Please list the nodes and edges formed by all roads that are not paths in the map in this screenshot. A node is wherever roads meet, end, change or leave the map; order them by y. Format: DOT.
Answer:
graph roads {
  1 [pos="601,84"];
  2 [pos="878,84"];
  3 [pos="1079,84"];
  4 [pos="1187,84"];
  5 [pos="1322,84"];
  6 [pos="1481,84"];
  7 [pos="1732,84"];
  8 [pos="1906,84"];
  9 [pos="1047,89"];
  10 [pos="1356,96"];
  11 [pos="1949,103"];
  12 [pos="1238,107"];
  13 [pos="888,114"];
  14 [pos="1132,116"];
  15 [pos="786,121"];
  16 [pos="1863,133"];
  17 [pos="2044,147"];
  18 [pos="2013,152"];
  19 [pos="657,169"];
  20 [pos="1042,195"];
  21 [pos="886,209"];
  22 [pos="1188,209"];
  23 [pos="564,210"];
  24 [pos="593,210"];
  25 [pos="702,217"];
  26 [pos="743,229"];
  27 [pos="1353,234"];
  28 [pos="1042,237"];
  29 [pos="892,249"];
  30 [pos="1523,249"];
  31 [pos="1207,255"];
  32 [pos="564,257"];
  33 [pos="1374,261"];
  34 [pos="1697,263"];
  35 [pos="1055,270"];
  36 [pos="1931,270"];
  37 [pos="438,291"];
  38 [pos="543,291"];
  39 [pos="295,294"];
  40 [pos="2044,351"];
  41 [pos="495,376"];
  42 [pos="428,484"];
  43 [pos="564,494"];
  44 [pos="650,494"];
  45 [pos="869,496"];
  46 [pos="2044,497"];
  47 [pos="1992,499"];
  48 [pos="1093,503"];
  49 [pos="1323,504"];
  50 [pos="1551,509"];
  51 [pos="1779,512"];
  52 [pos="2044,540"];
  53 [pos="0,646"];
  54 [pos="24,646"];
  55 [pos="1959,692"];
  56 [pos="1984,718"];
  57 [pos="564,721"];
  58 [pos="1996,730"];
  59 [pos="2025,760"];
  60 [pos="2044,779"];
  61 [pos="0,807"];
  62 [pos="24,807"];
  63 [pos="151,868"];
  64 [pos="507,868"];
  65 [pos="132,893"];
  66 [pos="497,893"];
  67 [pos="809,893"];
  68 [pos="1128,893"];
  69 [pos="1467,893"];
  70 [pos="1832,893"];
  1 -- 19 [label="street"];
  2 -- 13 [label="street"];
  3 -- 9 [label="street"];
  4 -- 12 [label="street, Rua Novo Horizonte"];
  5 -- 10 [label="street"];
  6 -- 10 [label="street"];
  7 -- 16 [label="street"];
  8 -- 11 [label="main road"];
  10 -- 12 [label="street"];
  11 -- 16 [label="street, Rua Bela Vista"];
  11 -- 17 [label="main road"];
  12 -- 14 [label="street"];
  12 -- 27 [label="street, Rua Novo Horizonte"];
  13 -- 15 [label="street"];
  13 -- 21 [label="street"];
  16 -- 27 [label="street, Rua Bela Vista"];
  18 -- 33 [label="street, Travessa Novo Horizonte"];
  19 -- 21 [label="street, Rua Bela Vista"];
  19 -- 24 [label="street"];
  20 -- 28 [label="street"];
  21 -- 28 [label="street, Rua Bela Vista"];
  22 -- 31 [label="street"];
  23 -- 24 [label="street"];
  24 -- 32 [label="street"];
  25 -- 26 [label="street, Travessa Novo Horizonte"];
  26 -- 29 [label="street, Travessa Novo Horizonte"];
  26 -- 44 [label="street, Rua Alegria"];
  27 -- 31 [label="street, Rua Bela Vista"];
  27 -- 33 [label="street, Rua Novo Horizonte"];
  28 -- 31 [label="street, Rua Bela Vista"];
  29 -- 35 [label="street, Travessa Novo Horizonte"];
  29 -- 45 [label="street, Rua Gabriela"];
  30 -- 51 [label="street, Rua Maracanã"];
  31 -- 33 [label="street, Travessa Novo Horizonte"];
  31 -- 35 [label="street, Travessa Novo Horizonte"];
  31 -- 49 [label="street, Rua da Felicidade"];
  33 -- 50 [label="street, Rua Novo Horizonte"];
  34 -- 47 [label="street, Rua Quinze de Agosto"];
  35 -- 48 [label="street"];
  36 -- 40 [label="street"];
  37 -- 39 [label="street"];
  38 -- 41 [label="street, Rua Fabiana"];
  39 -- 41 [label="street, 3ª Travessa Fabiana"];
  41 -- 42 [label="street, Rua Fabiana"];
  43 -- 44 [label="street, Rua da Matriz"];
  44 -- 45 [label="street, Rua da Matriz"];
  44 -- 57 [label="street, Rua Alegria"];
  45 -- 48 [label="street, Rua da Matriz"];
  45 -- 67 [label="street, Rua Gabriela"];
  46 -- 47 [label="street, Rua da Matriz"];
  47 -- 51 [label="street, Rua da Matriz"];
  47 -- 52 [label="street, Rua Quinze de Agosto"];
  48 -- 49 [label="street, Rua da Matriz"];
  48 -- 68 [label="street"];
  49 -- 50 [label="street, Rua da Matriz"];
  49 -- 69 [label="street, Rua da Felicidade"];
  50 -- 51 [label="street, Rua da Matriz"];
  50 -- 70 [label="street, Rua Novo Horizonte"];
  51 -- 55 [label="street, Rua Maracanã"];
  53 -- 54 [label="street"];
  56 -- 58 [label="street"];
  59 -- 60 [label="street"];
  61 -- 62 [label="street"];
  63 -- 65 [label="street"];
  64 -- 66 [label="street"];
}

☆ ☆ ☆ ☆ ☆

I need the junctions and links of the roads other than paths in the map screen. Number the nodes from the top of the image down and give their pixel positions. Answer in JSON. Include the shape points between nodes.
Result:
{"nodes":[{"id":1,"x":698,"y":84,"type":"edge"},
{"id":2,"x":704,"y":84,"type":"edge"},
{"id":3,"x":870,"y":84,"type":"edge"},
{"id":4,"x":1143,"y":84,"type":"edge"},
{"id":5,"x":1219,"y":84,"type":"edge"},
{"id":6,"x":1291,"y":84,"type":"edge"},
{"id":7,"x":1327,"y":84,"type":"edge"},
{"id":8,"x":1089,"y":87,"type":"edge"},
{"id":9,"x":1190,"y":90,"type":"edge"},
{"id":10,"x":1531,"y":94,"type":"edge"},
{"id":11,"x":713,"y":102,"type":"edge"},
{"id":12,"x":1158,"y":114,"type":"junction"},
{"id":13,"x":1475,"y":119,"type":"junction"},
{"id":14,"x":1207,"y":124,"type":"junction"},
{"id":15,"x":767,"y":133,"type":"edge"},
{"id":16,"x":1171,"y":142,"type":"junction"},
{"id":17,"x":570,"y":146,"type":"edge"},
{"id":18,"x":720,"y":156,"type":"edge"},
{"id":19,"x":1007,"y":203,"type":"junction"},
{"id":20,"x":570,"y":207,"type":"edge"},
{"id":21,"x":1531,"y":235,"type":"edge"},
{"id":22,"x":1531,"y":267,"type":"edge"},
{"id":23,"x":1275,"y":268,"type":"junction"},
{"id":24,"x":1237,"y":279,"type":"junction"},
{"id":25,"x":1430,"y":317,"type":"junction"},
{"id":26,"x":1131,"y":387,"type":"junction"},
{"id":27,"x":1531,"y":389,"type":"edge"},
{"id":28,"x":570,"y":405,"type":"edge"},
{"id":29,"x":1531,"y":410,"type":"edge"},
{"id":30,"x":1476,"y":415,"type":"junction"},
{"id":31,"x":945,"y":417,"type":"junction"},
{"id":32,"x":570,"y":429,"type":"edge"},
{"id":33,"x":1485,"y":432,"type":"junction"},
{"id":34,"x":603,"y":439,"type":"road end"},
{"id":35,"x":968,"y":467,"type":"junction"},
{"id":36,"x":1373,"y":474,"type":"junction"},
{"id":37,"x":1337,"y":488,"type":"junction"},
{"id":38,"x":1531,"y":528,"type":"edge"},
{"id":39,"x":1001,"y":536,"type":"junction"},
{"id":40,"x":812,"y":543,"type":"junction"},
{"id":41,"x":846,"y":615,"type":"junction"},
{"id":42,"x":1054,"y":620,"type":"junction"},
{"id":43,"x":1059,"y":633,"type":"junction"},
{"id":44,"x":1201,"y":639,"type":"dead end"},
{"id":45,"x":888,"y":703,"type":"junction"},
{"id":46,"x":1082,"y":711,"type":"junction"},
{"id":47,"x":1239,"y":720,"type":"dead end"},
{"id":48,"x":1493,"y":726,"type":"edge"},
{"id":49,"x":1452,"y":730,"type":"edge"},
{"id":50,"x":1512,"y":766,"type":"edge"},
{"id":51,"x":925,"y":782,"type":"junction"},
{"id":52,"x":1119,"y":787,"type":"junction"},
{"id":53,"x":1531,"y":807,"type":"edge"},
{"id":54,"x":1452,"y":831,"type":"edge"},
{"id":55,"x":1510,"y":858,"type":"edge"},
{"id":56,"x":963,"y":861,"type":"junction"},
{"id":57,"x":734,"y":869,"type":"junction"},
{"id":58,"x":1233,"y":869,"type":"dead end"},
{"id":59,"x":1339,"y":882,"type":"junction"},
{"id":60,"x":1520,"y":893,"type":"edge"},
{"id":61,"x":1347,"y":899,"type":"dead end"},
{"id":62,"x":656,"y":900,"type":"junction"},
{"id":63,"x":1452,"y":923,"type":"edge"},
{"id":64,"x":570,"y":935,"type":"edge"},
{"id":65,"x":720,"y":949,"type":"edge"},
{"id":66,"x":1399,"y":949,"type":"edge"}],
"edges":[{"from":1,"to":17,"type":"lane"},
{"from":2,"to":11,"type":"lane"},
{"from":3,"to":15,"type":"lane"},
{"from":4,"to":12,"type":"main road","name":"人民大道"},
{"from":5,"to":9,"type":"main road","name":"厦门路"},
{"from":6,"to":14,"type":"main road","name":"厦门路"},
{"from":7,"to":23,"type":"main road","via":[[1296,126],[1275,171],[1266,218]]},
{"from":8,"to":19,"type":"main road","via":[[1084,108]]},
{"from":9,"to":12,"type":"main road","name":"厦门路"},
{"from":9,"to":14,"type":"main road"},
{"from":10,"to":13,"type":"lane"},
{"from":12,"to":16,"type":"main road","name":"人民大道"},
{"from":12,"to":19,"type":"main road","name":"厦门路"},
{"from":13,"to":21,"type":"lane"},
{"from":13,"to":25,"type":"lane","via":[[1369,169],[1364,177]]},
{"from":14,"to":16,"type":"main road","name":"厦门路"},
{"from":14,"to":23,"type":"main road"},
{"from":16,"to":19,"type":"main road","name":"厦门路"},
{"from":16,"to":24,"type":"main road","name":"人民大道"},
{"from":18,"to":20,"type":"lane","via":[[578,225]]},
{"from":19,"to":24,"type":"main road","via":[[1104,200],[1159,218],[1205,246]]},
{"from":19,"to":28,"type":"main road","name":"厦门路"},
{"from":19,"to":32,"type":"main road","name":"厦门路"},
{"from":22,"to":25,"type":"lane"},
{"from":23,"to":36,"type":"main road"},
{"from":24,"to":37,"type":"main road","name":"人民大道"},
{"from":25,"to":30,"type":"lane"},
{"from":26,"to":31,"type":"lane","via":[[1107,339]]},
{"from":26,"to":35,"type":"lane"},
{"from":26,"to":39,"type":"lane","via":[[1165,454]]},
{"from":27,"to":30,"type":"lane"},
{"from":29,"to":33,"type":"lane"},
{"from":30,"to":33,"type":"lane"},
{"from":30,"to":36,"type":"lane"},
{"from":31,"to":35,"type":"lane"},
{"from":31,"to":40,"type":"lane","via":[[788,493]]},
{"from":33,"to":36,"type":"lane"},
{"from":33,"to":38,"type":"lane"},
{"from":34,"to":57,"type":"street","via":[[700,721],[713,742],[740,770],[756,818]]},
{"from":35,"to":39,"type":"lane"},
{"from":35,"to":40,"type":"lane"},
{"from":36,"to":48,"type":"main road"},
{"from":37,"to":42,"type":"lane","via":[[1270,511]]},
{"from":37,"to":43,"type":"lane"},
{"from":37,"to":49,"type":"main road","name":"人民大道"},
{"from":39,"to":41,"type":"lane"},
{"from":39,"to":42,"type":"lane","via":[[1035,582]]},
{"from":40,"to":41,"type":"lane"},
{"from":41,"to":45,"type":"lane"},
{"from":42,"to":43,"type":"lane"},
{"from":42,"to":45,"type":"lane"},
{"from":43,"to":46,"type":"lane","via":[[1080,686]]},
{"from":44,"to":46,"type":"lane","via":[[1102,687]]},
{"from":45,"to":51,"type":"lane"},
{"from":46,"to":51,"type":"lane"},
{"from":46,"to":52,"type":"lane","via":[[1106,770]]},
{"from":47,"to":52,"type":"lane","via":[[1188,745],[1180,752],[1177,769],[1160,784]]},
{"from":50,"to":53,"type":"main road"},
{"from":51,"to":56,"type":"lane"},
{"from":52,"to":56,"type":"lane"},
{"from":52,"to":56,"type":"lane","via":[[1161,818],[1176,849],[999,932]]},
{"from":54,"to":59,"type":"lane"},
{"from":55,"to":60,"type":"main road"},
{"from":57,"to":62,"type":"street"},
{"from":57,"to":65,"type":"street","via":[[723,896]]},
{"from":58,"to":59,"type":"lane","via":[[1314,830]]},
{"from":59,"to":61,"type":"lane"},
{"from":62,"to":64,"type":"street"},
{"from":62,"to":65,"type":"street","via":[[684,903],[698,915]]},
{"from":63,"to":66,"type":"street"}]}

☆ ☆ ☆ ☆ ☆

WHAT IS EXPECTED:
Return every line of the listing above where "edges" appears.

YOUR RESPONSE:
Please list the nodes and edges formed by all roads that are not paths in the map in this screenshot. A node is wherever roads meet, end, change or leave the map; order them by y. Format: DOT.
"edges":[{"from":1,"to":17,"type":"lane"},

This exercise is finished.